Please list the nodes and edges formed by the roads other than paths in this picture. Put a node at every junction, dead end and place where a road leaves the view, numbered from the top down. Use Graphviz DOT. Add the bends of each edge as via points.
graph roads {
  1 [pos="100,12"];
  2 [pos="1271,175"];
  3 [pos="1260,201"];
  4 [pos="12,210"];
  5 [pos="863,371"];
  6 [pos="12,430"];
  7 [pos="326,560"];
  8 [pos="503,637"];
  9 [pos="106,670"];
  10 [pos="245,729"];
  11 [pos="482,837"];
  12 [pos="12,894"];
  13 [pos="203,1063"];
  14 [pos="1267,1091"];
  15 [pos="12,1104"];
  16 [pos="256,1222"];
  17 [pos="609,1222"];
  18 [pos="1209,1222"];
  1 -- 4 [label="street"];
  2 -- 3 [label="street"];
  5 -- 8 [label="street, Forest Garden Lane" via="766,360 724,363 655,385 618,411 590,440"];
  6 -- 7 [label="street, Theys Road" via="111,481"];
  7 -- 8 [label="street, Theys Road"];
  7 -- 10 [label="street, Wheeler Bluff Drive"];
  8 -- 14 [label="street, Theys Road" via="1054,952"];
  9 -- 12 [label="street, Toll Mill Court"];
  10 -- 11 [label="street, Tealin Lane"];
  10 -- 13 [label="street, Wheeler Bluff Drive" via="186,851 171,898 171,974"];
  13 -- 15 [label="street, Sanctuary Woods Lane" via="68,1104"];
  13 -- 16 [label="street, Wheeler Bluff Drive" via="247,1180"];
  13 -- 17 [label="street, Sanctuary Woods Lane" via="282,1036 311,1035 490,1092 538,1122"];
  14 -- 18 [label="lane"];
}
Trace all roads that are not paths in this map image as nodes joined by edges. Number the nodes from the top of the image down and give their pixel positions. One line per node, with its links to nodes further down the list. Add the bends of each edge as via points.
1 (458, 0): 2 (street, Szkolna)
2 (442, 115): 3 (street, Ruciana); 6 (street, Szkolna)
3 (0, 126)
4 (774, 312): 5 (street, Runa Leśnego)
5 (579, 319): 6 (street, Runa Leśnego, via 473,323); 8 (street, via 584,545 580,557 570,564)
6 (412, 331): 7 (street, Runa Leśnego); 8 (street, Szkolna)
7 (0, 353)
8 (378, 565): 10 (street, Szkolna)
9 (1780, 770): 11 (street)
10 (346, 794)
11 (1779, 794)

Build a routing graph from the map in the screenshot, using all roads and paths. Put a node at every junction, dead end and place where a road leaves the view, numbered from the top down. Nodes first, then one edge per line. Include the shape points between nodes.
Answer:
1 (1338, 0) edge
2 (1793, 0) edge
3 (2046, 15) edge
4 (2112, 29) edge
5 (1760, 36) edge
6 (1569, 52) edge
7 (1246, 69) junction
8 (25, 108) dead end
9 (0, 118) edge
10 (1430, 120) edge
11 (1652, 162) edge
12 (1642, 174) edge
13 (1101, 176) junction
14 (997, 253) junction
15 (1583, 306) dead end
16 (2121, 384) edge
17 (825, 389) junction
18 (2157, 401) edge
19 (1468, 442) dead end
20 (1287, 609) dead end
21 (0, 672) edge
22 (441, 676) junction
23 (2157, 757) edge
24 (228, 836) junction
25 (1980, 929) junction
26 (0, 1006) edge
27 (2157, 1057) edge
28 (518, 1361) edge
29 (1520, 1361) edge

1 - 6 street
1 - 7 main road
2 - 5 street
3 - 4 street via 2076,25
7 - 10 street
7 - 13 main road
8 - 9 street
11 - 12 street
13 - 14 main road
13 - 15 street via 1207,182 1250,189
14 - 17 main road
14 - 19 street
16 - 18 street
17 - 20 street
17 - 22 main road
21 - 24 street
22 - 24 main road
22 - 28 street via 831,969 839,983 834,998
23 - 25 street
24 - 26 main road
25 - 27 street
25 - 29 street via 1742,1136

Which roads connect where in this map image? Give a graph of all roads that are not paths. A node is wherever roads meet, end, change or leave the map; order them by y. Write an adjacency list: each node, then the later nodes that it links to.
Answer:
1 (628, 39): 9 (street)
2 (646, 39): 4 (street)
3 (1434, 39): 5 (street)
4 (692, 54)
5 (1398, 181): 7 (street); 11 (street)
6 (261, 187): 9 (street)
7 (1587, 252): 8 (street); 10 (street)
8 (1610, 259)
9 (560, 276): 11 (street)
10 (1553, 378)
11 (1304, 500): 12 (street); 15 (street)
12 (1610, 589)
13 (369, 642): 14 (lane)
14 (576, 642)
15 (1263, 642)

[What needs to be done] Your task is to gather all lines from the entries above that hold the word "then".

[Answer space]
Build a routing graph from the map in the screenshot, using all roads and paths. Put a node at every junction, dead end and place where a road leaves the view, numbered from the top down. Nodes first, then one edge per line. Include the shape points between nodes.
Which roads connect where in this map image? Give a graph of all roads that are not paths. A node is wherever roads meet, end, change or leave the map; order them by y. Write an adjacency list: each node, then the later nodes that it links to.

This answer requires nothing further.